Holy smokes its been a long time since my last blog post.

I've kind of switched gears in my codebase and I wanted to have something to show before I wrote up my next post. For the last year or so I've really been concentrating on getting a lot of the core components I needed to write a game at the level I'm used to from working on games professionally. After finishing most of the core front end code I finally felt like I had enough blocked out that I could start to write a game. So I pulled the trigger and got down to work.

The game I'm working on takes a lot from simulation heavy games like towns or gnomoria which both draw a lot from dwarf fortress, a game which I've read a lot about but never played. This game I'm building differs a fair bit from those games though in that I'm not trying to simulate a medieval world, what I'm hoping to simulate is a bar/night club. I spent a lot of my youth bar hopping and I feel there's a lot of material that can be pulled from that environment and translated to a really fun game.The basic premise is that you start off with 4 characters and an empty lot and you have to assign jobs to your characters, build up a bar, get patrons, build up a regular clientel and just try to have the best bar in town.
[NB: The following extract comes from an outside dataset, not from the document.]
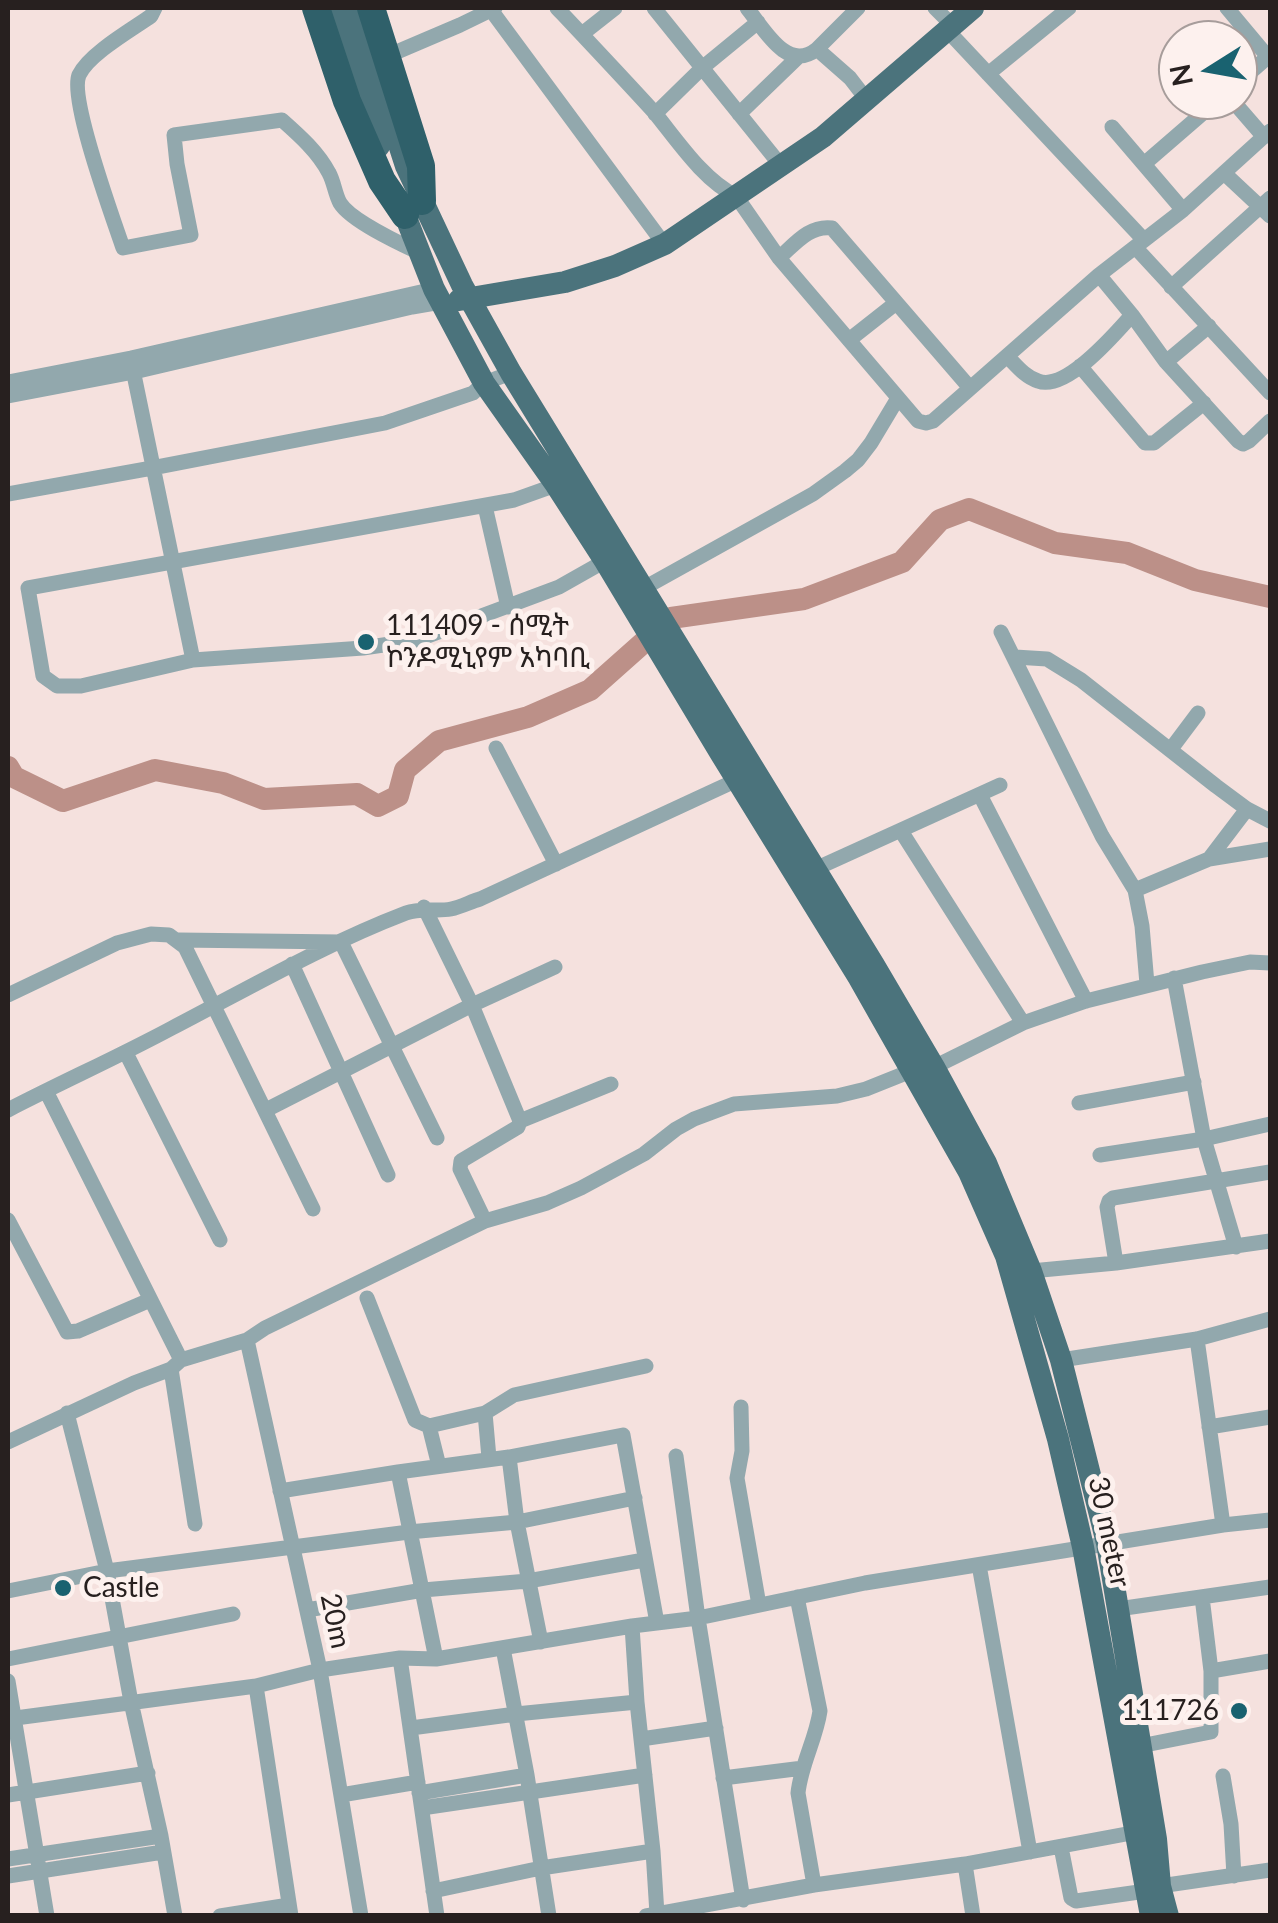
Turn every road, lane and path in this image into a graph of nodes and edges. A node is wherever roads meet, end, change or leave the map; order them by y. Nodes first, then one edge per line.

I've done some research into what's out there but most of what's already out there just feels like farmville in a bar environment. That is not what I want to build, what I want to build is something for more core gamers with lots of different jobs to master, experience building, stats to track. I want to create an environment that feels somewhat alive.

So far I have a small lot working, with characters that respond to commands. Currently the only "job" I've implemented is "The Handyman" which will be responsible for construction in the game. The characters are able to build walls and that's about it.

Over the course of the next year I'm hoping to crank out something that's a lot of fun to play and filled with lots of quirky humor. I'll try to be better about the weekly updates. In the mean time here's a few screenshots from my progress. Also all art is just placeholder.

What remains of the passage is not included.